◆ EXERCISE GOAL ◆
Tally every line below where "West" appears, then report the total alone.

====== TASK INPUT

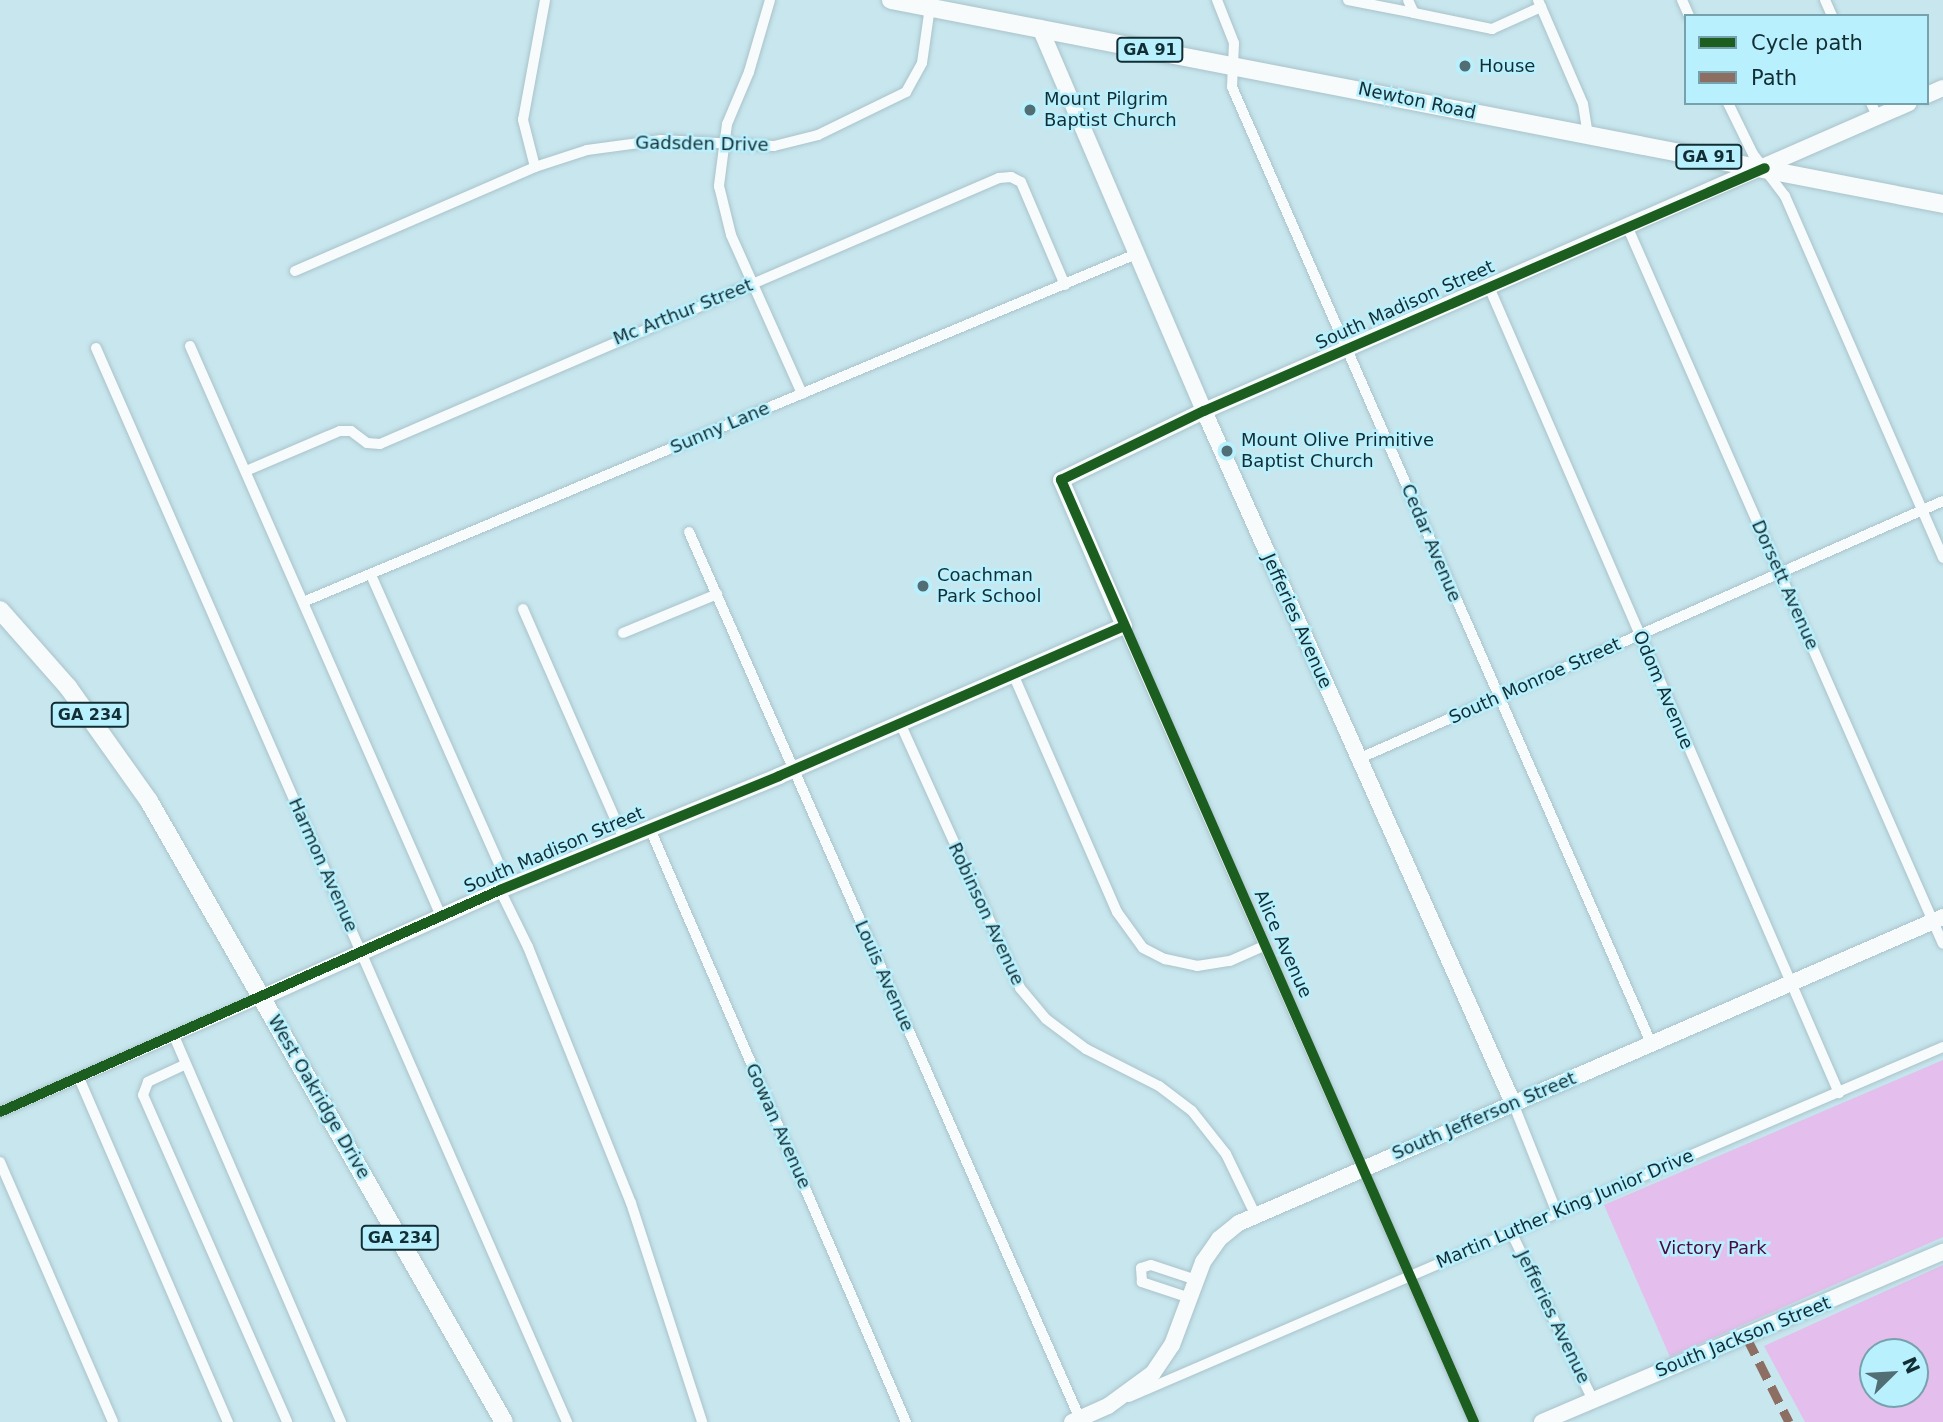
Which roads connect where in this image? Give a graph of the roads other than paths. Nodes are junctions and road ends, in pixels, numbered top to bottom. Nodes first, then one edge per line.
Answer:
1 (545, 0) edge
2 (770, 0) edge
3 (891, 0) edge
4 (1217, 0) edge
5 (1348, 0) edge
6 (1408, 0) edge
7 (1540, 3) edge
8 (929, 4) edge
9 (1414, 13) junction
10 (1040, 28) junction
11 (1233, 64) junction
12 (1729, 105) edge
13 (1900, 105) edge
14 (1875, 111) edge
15 (1588, 135) junction
16 (723, 143) junction
17 (535, 167) junction
18 (1765, 168) junction
19 (1943, 204) edge
20 (1627, 226) junction
21 (1136, 254) junction
22 (295, 271) dead end
23 (755, 283) junction
24 (1065, 285) junction
25 (1489, 287) junction
26 (190, 346) dead end
27 (96, 348) dead end
28 (1347, 349) junction
29 (802, 394) junction
30 (1204, 411) junction
31 (246, 471) junction
32 (1061, 480) joint
33 (1943, 501) edge
34 (1922, 511) junction
35 (689, 533) dead end
36 (1943, 558) edge
37 (1780, 573) junction
38 (371, 575) junction
39 (717, 594) junction
40 (303, 602) junction
41 (523, 609) dead end
42 (0, 610) edge
43 (1124, 626) junction
44 (623, 633) dead end
45 (1639, 635) junction
46 (1013, 674) junction
47 (1498, 697) junction
48 (900, 723) junction
49 (1358, 759) junction
50 (793, 770) junction
51 (650, 829) junction
52 (624, 839) junction
53 (504, 889) junction
54 (442, 916) junction
55 (1938, 919) edge
56 (1943, 944) edge
57 (1264, 946) junction
58 (361, 953) junction
59 (1791, 982) junction
60 (263, 997) junction
61 (174, 1036) junction
62 (1651, 1043) junction
63 (1943, 1047) edge
64 (184, 1065) junction
65 (79, 1078) junction
66 (1839, 1093) junction
67 (1513, 1103) junction
68 (0, 1112) edge
69 (0, 1163) edge
70 (1363, 1168) junction
71 (1557, 1213) junction
72 (1256, 1216) junction
73 (1512, 1234) junction
74 (1943, 1252) edge
75 (1410, 1275) junction
76 (1196, 1280) junction
77 (1189, 1298) junction
78 (1593, 1401) junction
79 (1108, 1406) junction
80 (1076, 1420) edge
81 (113, 1422) edge
82 (228, 1422) edge
83 (287, 1422) edge
84 (341, 1422) edge
85 (504, 1422) edge
86 (567, 1422) edge
87 (702, 1422) edge
88 (906, 1422) edge
89 (1475, 1422) edge
90 (1542, 1422) edge

1 - 17 street
2 - 16 street
3 - 8 main road, Newton Road / GA 91
4 - 11 street, Cedar Avenue
5 - 9 street
6 - 9 street
7 - 9 street
7 - 15 street
8 - 10 main road, Newton Road / GA 91
8 - 16 street, Gadsden Drive
10 - 11 main road, Newton Road / GA 91
10 - 21 street, Jefferies Avenue
11 - 15 main road, Newton Road / GA 91
11 - 28 street, Cedar Avenue
12 - 18 street
13 - 14 street, South Madison Street
14 - 18 street, South Madison Street
15 - 18 main road, Newton Road / GA 91
16 - 17 street, Gadsden Drive
16 - 23 street
17 - 22 street, Gadsden Drive
18 - 19 main road, Newton Road / GA 91
18 - 20 street, South Madison Street
18 - 34 street
20 - 25 street, South Madison Street
20 - 37 street, Dorsett Avenue
21 - 24 street, Sunny Lane
21 - 30 street, Jefferies Avenue
23 - 24 street, Mc Arthur Street
23 - 29 street
23 - 31 street, Mc Arthur Street
24 - 29 street, Sunny Lane
25 - 28 street, South Madison Street
25 - 45 street, Odom Avenue
26 - 31 street
27 - 58 street, Harmon Avenue
28 - 30 street, South Madison Street
28 - 47 street, Cedar Avenue
29 - 38 street, Sunny Lane
30 - 32 street, South Madison Street
30 - 49 street, Jefferies Avenue
31 - 40 street
32 - 43 street, Alice Avenue
33 - 34 street, South Monroe Street
34 - 36 street
34 - 37 street, South Monroe Street
35 - 39 street, Louis Avenue
37 - 45 street, South Monroe Street
37 - 55 street, Dorsett Avenue
38 - 40 street, Sunny Lane
38 - 53 street
39 - 44 street
39 - 50 street, Louis Avenue
40 - 54 street
41 - 52 street
42 - 60 main road, West Oakridge Drive / GA 234
43 - 46 street, South Madison Street
43 - 57 street, Alice Avenue
45 - 47 street, South Monroe Street
45 - 59 street, Odom Avenue
46 - 48 street, South Madison Street
46 - 57 street
47 - 49 street, South Monroe Street
47 - 62 street, Cedar Avenue
48 - 50 street, South Madison Street
48 - 72 street, Robinson Avenue
49 - 67 street, Jefferies Avenue
50 - 51 street, South Madison Street
50 - 80 street, Louis Avenue
51 - 52 street, South Madison Street
51 - 88 street, Gowan Avenue
52 - 53 street, South Madison Street
53 - 54 street, South Madison Street
53 - 87 street
54 - 58 street, South Madison Street
55 - 56 street, Dorsett Avenue
55 - 59 street, South Jefferson Street
57 - 70 street, Alice Avenue
58 - 60 street, South Madison Street
58 - 86 street, Harmon Avenue
59 - 62 street, South Jefferson Street
59 - 66 street, Odom Avenue
60 - 61 street, South Madison Street
60 - 85 main road, West Oakridge Drive / GA 234
61 - 64 street
61 - 65 street, South Madison Street
62 - 67 street, South Jefferson Street
63 - 66 street, Martin Luther King Junior Drive
64 - 83 street
64 - 84 street
65 - 68 street, South Madison Street
65 - 82 street
66 - 71 street, Martin Luther King Junior Drive
67 - 70 street, South Jefferson Street
67 - 71 street, Jefferies Avenue
69 - 81 street
70 - 72 street, South Jefferson Street
70 - 75 street, Alice Avenue
71 - 73 street, Martin Luther King Junior Drive
72 - 76 street, South Jefferson Street
73 - 75 street, Martin Luther King Junior Drive
73 - 78 street, Jefferies Avenue
74 - 78 street, South Jackson Street
75 - 79 street, Martin Luther King Junior Drive
75 - 89 street, Alice Avenue
76 - 77 street, South Jefferson Street
76 - 77 street
77 - 79 street, South Jefferson Street
78 - 90 street, South Jackson Street
79 - 80 street, Martin Luther King Junior Drive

============

◆ SOLUTION FOR THIS EXERCISE ◆
2